---------- SUPPLIED RECORDS

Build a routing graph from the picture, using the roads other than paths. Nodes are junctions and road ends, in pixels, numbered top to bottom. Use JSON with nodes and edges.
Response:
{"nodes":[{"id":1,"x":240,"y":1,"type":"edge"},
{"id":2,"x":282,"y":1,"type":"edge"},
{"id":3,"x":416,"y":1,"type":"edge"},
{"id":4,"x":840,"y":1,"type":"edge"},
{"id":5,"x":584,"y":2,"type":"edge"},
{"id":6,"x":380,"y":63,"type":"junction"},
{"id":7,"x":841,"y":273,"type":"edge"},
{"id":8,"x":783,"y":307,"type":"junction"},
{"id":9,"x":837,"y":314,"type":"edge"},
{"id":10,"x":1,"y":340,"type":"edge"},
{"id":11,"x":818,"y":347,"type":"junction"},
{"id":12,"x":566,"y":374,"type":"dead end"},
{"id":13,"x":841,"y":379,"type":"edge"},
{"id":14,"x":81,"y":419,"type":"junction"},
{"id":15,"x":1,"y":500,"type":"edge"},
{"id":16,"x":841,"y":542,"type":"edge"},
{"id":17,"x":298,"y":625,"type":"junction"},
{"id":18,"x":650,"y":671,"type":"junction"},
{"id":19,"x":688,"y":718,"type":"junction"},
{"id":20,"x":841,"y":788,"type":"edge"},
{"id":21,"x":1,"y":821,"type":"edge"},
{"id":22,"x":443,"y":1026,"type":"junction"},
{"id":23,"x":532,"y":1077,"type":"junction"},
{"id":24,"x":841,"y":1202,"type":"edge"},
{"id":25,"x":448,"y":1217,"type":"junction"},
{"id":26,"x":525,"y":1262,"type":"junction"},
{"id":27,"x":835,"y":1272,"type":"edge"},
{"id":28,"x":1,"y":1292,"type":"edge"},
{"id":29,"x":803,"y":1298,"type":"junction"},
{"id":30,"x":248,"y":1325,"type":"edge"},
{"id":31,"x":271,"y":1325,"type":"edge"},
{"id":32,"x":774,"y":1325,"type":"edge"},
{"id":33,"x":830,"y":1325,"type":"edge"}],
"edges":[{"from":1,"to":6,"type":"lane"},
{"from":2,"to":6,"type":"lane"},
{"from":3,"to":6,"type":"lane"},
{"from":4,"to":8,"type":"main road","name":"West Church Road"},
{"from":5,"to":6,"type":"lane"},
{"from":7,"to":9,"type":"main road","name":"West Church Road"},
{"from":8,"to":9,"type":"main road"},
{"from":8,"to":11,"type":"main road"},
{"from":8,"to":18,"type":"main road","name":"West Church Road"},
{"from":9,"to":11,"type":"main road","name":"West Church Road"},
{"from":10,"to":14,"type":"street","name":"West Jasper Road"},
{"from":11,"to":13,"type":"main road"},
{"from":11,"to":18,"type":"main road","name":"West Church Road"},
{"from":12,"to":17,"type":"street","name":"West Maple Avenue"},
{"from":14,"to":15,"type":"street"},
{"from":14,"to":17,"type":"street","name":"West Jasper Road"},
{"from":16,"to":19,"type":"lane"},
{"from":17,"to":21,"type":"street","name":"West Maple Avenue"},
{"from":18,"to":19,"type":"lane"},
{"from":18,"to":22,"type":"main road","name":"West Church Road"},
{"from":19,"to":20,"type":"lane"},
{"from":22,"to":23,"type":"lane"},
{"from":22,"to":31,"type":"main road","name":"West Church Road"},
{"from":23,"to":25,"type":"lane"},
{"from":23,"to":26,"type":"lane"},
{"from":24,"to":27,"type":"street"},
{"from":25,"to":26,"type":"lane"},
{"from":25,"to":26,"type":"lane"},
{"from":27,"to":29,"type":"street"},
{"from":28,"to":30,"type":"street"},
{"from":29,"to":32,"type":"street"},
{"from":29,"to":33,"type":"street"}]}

--------------------

Each line in the entries above that includes the string "lane" adds to the count; state that count only.

# [SOLUTION FOR THIS TASK]
12